**Try it**
Repeat the listing that follows, character for character, minus the pictures.

**Records provided**
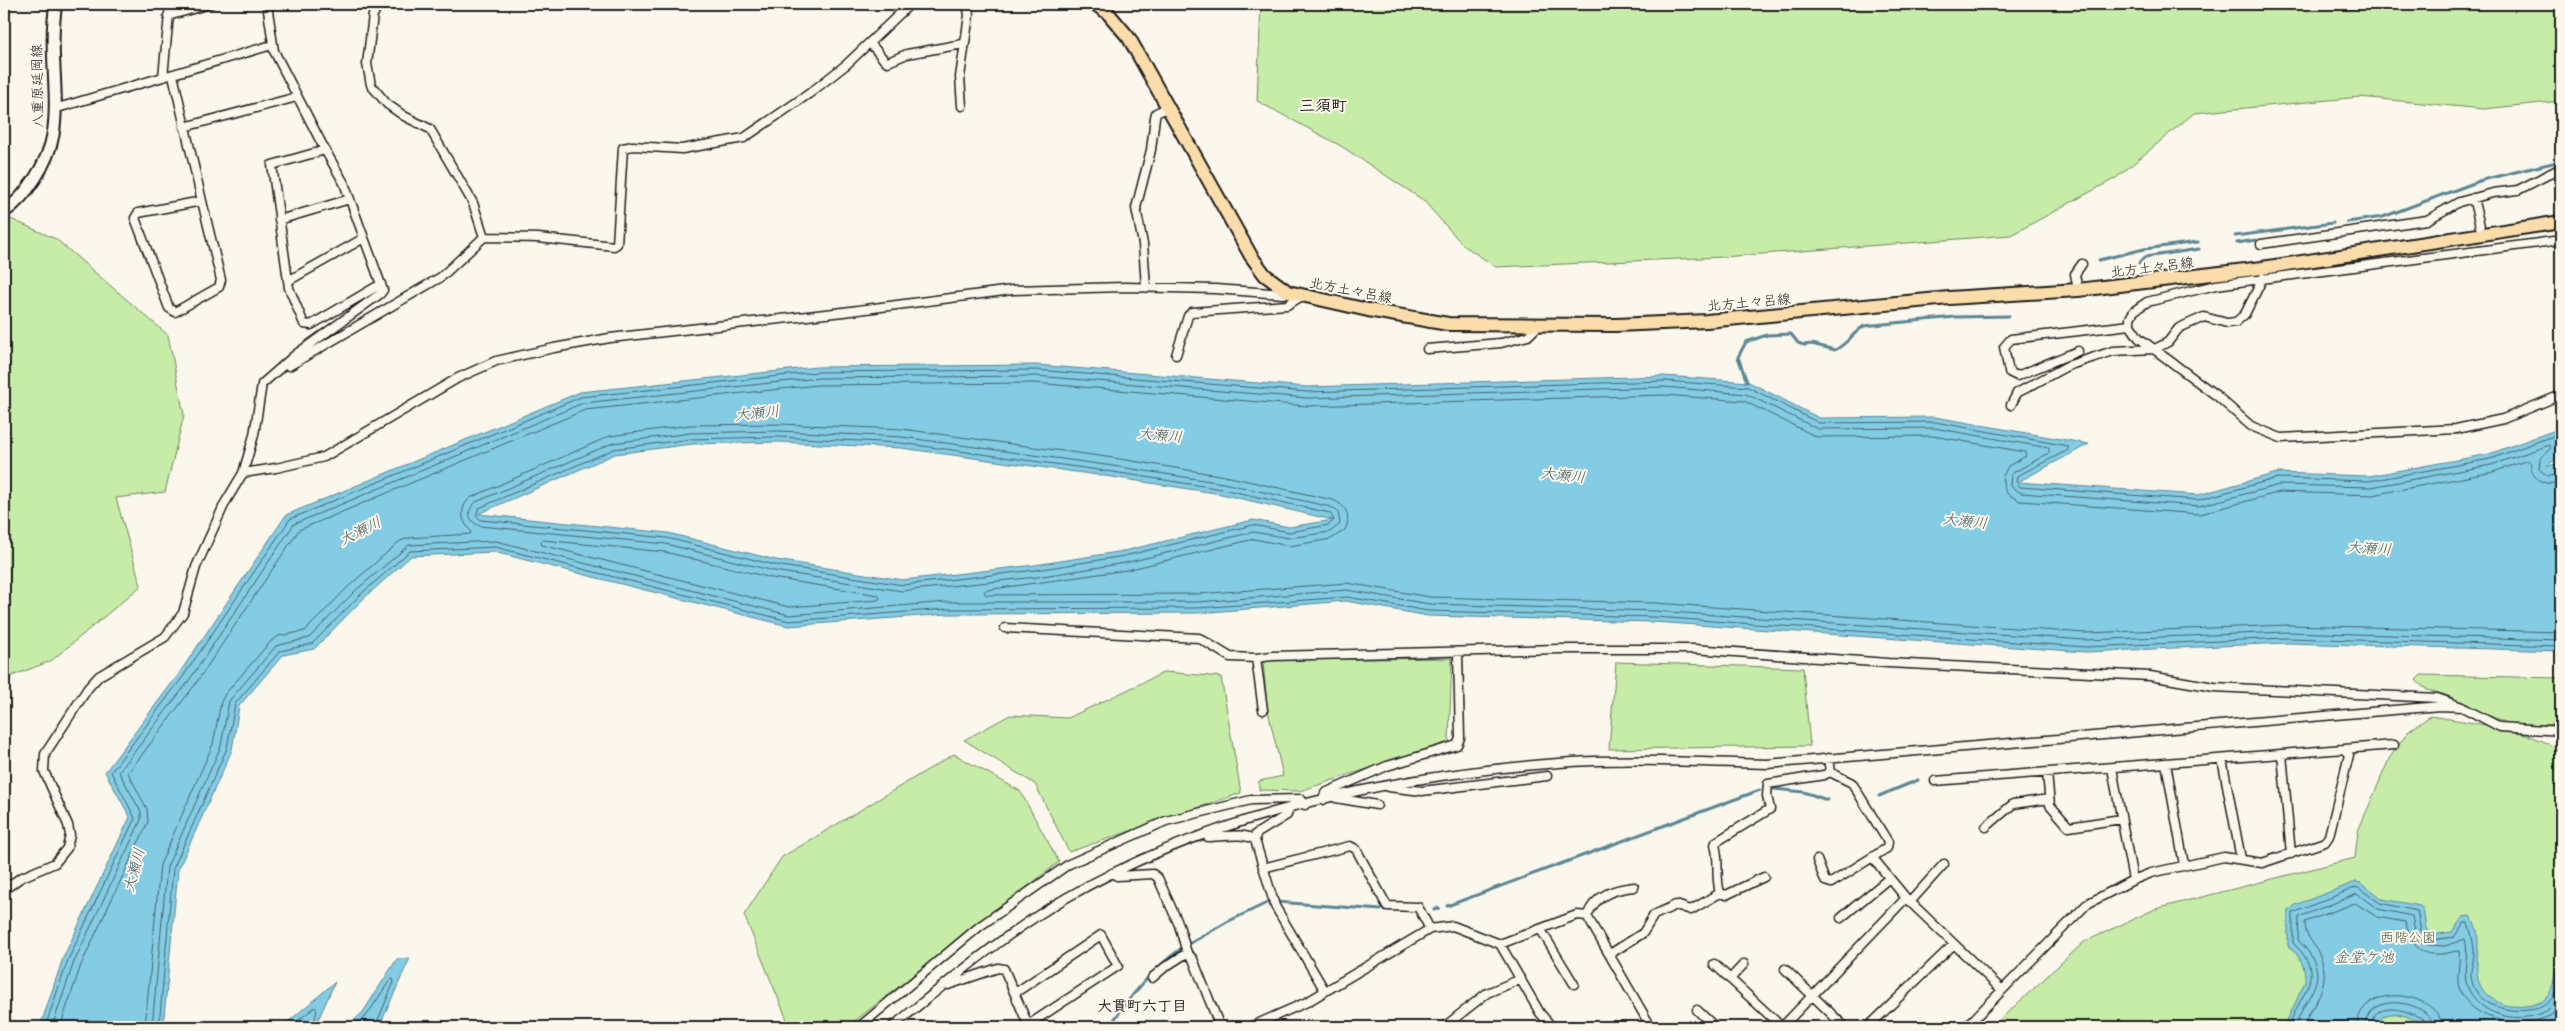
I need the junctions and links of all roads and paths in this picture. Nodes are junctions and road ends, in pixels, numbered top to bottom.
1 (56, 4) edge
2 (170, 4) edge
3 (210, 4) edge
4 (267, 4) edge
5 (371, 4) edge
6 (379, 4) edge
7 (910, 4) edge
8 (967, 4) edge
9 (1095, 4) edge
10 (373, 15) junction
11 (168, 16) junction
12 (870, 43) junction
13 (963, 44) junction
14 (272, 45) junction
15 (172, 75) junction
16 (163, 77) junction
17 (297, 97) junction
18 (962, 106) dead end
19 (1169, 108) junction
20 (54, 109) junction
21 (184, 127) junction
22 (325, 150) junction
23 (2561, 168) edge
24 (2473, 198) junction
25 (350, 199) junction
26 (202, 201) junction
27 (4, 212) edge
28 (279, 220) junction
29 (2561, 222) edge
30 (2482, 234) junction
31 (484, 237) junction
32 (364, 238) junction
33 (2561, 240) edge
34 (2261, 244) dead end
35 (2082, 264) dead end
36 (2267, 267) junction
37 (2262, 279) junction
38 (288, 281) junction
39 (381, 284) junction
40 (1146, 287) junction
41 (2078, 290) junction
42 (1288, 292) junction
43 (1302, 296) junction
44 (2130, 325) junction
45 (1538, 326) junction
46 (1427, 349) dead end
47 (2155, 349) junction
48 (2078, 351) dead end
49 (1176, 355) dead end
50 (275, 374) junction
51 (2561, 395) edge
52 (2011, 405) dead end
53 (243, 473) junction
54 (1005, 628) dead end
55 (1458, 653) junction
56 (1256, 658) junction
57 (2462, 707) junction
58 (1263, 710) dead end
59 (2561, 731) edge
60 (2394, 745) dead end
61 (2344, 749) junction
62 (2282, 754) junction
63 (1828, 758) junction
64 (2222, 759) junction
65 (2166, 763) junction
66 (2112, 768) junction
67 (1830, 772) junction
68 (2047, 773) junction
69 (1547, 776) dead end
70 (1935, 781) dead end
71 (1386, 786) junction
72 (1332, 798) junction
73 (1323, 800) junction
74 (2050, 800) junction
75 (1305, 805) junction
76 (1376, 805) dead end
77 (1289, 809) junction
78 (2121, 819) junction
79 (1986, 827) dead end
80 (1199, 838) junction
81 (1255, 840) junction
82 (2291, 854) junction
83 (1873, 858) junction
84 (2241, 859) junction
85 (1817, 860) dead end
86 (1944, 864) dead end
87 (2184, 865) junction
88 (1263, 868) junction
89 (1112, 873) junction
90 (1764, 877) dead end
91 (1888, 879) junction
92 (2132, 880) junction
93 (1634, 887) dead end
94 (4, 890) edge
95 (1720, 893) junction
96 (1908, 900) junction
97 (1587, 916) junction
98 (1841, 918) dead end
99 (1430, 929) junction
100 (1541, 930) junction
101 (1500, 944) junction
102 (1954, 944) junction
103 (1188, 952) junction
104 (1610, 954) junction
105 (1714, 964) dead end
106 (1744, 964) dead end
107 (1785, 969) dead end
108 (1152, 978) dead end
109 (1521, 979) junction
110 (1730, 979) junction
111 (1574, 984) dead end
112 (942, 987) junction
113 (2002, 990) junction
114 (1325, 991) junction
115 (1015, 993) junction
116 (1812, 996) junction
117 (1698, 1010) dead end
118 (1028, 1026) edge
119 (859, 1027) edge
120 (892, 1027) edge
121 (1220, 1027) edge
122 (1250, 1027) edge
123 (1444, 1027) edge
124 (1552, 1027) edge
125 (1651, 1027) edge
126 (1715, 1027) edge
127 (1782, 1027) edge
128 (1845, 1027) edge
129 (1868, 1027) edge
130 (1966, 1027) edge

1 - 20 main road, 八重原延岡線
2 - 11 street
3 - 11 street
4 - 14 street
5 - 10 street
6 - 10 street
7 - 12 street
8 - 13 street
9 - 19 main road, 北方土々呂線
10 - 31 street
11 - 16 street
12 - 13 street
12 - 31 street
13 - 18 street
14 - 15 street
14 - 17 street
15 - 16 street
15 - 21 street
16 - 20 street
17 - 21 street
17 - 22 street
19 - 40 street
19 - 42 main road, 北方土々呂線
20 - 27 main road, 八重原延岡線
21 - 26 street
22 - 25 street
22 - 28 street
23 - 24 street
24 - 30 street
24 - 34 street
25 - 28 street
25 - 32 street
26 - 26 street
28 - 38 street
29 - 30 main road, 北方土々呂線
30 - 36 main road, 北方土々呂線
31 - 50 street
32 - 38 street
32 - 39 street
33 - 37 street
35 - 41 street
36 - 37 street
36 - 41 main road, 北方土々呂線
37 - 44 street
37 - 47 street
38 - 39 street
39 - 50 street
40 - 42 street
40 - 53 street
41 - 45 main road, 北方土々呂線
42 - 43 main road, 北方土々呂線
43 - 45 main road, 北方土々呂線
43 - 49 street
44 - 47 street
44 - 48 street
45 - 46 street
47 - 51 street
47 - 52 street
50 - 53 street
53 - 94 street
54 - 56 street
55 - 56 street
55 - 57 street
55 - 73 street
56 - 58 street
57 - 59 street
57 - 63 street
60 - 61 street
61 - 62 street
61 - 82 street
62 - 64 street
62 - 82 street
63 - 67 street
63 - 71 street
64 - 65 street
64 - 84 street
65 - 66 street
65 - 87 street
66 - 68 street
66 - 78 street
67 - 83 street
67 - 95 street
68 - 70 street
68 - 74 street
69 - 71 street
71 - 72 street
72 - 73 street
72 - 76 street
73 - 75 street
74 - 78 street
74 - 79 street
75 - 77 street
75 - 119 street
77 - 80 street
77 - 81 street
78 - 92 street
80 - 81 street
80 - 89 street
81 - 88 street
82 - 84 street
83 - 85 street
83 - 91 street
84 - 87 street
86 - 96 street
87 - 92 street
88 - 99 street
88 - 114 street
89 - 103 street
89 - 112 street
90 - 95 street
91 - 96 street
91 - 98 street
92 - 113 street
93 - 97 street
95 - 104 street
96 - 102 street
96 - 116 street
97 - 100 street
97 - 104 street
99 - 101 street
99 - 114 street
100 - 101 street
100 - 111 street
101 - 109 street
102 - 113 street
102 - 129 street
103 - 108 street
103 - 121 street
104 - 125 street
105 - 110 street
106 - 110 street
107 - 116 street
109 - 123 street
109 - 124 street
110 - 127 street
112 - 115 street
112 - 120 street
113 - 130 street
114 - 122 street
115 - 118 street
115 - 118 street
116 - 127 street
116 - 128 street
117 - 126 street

**Solution for this task**
I need the junctions and links of all roads and paths in this picture. Nodes are junctions and road ends, in pixels, numbered top to bottom.
1 (56, 4) edge
2 (170, 4) edge
3 (210, 4) edge
4 (267, 4) edge
5 (371, 4) edge
6 (379, 4) edge
7 (910, 4) edge
8 (967, 4) edge
9 (1095, 4) edge
10 (373, 15) junction
11 (168, 16) junction
12 (870, 43) junction
13 (963, 44) junction
14 (272, 45) junction
15 (172, 75) junction
16 (163, 77) junction
17 (297, 97) junction
18 (962, 106) dead end
19 (1169, 108) junction
20 (54, 109) junction
21 (184, 127) junction
22 (325, 150) junction
23 (2561, 168) edge
24 (2473, 198) junction
25 (350, 199) junction
26 (202, 201) junction
27 (4, 212) edge
28 (279, 220) junction
29 (2561, 222) edge
30 (2482, 234) junction
31 (484, 237) junction
32 (364, 238) junction
33 (2561, 240) edge
34 (2261, 244) dead end
35 (2082, 264) dead end
36 (2267, 267) junction
37 (2262, 279) junction
38 (288, 281) junction
39 (381, 284) junction
40 (1146, 287) junction
41 (2078, 290) junction
42 (1288, 292) junction
43 (1302, 296) junction
44 (2130, 325) junction
45 (1538, 326) junction
46 (1427, 349) dead end
47 (2155, 349) junction
48 (2078, 351) dead end
49 (1176, 355) dead end
50 (275, 374) junction
51 (2561, 395) edge
52 (2011, 405) dead end
53 (243, 473) junction
54 (1005, 628) dead end
55 (1458, 653) junction
56 (1256, 658) junction
57 (2462, 707) junction
58 (1263, 710) dead end
59 (2561, 731) edge
60 (2394, 745) dead end
61 (2344, 749) junction
62 (2282, 754) junction
63 (1828, 758) junction
64 (2222, 759) junction
65 (2166, 763) junction
66 (2112, 768) junction
67 (1830, 772) junction
68 (2047, 773) junction
69 (1547, 776) dead end
70 (1935, 781) dead end
71 (1386, 786) junction
72 (1332, 798) junction
73 (1323, 800) junction
74 (2050, 800) junction
75 (1305, 805) junction
76 (1376, 805) dead end
77 (1289, 809) junction
78 (2121, 819) junction
79 (1986, 827) dead end
80 (1199, 838) junction
81 (1255, 840) junction
82 (2291, 854) junction
83 (1873, 858) junction
84 (2241, 859) junction
85 (1817, 860) dead end
86 (1944, 864) dead end
87 (2184, 865) junction
88 (1263, 868) junction
89 (1112, 873) junction
90 (1764, 877) dead end
91 (1888, 879) junction
92 (2132, 880) junction
93 (1634, 887) dead end
94 (4, 890) edge
95 (1720, 893) junction
96 (1908, 900) junction
97 (1587, 916) junction
98 (1841, 918) dead end
99 (1430, 929) junction
100 (1541, 930) junction
101 (1500, 944) junction
102 (1954, 944) junction
103 (1188, 952) junction
104 (1610, 954) junction
105 (1714, 964) dead end
106 (1744, 964) dead end
107 (1785, 969) dead end
108 (1152, 978) dead end
109 (1521, 979) junction
110 (1730, 979) junction
111 (1574, 984) dead end
112 (942, 987) junction
113 (2002, 990) junction
114 (1325, 991) junction
115 (1015, 993) junction
116 (1812, 996) junction
117 (1698, 1010) dead end
118 (1028, 1026) edge
119 (859, 1027) edge
120 (892, 1027) edge
121 (1220, 1027) edge
122 (1250, 1027) edge
123 (1444, 1027) edge
124 (1552, 1027) edge
125 (1651, 1027) edge
126 (1715, 1027) edge
127 (1782, 1027) edge
128 (1845, 1027) edge
129 (1868, 1027) edge
130 (1966, 1027) edge

1 - 20 main road, 八重原延岡線
2 - 11 street
3 - 11 street
4 - 14 street
5 - 10 street
6 - 10 street
7 - 12 street
8 - 13 street
9 - 19 main road, 北方土々呂線
10 - 31 street
11 - 16 street
12 - 13 street
12 - 31 street
13 - 18 street
14 - 15 street
14 - 17 street
15 - 16 street
15 - 21 street
16 - 20 street
17 - 21 street
17 - 22 street
19 - 40 street
19 - 42 main road, 北方土々呂線
20 - 27 main road, 八重原延岡線
21 - 26 street
22 - 25 street
22 - 28 street
23 - 24 street
24 - 30 street
24 - 34 street
25 - 28 street
25 - 32 street
26 - 26 street
28 - 38 street
29 - 30 main road, 北方土々呂線
30 - 36 main road, 北方土々呂線
31 - 50 street
32 - 38 street
32 - 39 street
33 - 37 street
35 - 41 street
36 - 37 street
36 - 41 main road, 北方土々呂線
37 - 44 street
37 - 47 street
38 - 39 street
39 - 50 street
40 - 42 street
40 - 53 street
41 - 45 main road, 北方土々呂線
42 - 43 main road, 北方土々呂線
43 - 45 main road, 北方土々呂線
43 - 49 street
44 - 47 street
44 - 48 street
45 - 46 street
47 - 51 street
47 - 52 street
50 - 53 street
53 - 94 street
54 - 56 street
55 - 56 street
55 - 57 street
55 - 73 street
56 - 58 street
57 - 59 street
57 - 63 street
60 - 61 street
61 - 62 street
61 - 82 street
62 - 64 street
62 - 82 street
63 - 67 street
63 - 71 street
64 - 65 street
64 - 84 street
65 - 66 street
65 - 87 street
66 - 68 street
66 - 78 street
67 - 83 street
67 - 95 street
68 - 70 street
68 - 74 street
69 - 71 street
71 - 72 street
72 - 73 street
72 - 76 street
73 - 75 street
74 - 78 street
74 - 79 street
75 - 77 street
75 - 119 street
77 - 80 street
77 - 81 street
78 - 92 street
80 - 81 street
80 - 89 street
81 - 88 street
82 - 84 street
83 - 85 street
83 - 91 street
84 - 87 street
86 - 96 street
87 - 92 street
88 - 99 street
88 - 114 street
89 - 103 street
89 - 112 street
90 - 95 street
91 - 96 street
91 - 98 street
92 - 113 street
93 - 97 street
95 - 104 street
96 - 102 street
96 - 116 street
97 - 100 street
97 - 104 street
99 - 101 street
99 - 114 street
100 - 101 street
100 - 111 street
101 - 109 street
102 - 113 street
102 - 129 street
103 - 108 street
103 - 121 street
104 - 125 street
105 - 110 street
106 - 110 street
107 - 116 street
109 - 123 street
109 - 124 street
110 - 127 street
112 - 115 street
112 - 120 street
113 - 130 street
114 - 122 street
115 - 118 street
115 - 118 street
116 - 127 street
116 - 128 street
117 - 126 street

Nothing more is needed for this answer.